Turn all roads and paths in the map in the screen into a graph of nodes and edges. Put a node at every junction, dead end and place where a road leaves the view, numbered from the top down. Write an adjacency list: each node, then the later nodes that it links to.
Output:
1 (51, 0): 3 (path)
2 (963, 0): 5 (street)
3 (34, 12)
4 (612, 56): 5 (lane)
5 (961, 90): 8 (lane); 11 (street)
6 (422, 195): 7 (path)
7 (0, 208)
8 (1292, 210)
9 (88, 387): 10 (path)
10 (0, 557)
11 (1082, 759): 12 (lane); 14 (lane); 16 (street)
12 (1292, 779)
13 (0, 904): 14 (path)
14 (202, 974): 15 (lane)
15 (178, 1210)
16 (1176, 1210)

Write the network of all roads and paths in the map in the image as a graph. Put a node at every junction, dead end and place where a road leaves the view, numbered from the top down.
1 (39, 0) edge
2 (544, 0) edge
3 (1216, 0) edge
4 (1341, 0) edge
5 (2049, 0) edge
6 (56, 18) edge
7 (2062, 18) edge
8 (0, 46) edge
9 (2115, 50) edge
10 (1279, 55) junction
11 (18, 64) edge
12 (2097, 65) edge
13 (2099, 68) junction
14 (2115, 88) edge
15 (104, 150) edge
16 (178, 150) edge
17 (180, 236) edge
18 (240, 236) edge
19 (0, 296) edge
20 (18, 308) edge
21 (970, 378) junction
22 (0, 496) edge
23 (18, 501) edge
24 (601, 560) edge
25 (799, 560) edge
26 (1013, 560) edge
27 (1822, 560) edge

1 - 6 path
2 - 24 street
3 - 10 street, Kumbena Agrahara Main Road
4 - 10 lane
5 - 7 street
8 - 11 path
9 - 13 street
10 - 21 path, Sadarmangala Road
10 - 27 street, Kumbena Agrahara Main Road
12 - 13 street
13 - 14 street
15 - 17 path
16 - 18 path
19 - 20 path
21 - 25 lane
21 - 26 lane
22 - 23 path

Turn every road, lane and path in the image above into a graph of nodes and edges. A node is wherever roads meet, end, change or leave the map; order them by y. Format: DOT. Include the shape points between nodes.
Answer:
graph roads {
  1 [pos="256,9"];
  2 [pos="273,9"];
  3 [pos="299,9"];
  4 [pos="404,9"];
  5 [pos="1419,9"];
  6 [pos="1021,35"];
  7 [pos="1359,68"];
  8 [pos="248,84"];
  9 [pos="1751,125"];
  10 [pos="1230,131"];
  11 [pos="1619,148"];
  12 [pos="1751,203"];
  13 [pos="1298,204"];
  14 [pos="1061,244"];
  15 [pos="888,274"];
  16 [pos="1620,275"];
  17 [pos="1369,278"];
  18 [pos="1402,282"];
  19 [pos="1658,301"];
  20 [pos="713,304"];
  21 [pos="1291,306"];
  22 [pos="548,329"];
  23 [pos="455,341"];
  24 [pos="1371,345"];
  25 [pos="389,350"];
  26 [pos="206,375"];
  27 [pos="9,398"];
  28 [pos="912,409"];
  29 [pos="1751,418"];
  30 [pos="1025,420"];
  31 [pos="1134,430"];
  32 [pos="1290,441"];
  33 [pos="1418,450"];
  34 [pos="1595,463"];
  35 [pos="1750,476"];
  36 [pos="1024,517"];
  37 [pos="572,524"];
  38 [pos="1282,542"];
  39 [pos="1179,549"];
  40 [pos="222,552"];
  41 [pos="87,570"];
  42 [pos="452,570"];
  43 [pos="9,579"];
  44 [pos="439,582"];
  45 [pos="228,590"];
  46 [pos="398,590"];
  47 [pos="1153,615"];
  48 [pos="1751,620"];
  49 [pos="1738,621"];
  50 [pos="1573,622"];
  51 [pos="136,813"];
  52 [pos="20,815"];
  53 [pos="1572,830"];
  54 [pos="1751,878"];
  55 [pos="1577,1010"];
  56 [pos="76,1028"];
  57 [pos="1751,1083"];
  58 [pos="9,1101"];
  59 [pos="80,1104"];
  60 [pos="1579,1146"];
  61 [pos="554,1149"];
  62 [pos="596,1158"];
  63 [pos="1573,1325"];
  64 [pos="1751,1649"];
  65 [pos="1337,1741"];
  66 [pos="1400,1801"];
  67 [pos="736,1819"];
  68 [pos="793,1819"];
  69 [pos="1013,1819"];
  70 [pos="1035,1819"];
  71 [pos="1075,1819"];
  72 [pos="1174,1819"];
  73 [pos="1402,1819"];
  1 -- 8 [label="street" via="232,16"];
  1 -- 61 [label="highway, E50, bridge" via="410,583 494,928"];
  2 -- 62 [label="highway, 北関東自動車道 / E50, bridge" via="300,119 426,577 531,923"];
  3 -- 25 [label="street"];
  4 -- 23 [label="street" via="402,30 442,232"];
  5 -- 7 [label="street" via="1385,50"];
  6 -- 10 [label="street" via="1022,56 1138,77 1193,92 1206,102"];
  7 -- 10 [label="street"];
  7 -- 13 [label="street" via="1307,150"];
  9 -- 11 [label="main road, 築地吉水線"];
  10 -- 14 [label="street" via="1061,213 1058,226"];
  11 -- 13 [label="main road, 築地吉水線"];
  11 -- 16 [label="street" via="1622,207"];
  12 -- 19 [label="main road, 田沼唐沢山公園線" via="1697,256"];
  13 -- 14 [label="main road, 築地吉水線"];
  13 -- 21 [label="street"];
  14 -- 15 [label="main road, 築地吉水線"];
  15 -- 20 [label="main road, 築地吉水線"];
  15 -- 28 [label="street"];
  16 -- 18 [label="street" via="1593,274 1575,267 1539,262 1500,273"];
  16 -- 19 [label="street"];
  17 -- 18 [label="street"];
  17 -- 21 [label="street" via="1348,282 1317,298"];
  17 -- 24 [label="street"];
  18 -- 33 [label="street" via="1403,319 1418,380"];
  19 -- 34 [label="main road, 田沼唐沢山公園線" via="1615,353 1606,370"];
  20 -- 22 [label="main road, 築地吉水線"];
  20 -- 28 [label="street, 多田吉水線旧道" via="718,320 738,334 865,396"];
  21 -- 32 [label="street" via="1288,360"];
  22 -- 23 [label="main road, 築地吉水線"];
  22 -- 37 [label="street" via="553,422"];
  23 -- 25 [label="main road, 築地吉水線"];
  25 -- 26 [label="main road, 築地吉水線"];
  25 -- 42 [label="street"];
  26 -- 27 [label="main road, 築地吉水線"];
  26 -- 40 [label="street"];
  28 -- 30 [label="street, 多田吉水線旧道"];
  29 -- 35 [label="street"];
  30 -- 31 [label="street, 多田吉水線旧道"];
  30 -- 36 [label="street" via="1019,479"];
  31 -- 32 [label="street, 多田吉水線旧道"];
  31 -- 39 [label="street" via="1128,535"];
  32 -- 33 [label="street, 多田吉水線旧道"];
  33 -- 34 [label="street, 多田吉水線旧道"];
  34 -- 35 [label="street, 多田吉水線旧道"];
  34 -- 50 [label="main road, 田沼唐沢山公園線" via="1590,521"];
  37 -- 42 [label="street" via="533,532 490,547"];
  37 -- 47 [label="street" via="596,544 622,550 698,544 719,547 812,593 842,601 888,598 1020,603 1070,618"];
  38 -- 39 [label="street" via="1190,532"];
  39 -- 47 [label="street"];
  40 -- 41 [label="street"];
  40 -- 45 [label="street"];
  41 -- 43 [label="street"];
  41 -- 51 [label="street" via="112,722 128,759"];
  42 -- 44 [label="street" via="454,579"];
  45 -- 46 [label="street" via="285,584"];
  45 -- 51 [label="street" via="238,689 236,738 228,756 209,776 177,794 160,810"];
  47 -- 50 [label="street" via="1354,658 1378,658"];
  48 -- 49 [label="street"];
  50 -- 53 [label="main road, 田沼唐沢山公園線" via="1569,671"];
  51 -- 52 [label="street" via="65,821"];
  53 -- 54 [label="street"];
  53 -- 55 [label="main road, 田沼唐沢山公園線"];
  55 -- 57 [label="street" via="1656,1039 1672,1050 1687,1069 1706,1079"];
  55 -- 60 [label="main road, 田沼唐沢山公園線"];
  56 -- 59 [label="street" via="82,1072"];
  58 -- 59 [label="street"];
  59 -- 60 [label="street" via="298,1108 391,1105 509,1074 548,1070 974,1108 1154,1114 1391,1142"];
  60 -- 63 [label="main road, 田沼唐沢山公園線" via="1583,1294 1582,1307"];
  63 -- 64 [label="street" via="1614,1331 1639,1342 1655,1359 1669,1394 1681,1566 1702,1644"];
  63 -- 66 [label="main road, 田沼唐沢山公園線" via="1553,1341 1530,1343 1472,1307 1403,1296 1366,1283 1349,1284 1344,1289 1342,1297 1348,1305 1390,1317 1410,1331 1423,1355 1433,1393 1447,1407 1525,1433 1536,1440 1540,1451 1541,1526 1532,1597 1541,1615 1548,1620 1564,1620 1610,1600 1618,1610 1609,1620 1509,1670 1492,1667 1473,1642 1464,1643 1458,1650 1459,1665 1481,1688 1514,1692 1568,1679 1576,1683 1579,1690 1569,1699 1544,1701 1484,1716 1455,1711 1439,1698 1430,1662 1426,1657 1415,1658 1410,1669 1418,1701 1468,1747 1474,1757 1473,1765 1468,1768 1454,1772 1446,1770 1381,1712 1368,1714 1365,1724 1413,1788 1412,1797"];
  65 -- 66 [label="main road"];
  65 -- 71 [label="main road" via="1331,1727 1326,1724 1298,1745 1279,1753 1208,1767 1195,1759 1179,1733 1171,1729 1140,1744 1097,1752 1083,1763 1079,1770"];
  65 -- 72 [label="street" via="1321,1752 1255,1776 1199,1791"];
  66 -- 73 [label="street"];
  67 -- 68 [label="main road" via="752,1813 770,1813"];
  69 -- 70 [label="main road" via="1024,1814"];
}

──────────────────────────────

* WORK ITEM: If a line above holds the string "nodes", copy it out.

* RESPONSE AREA:
Turn all roads and paths in the map in the screen into a graph of nodes and edges. Put a node at every junction, dead end and place where a road leaves the view, numbered from the top down. Write an adjacency list: each node, then the later nodes that it links to.
Turn every road, lane and path in the image above into a graph of nodes and edges. A node is wherever roads meet, end, change or leave the map; order them by y. Format: DOT. Include the shape points between nodes.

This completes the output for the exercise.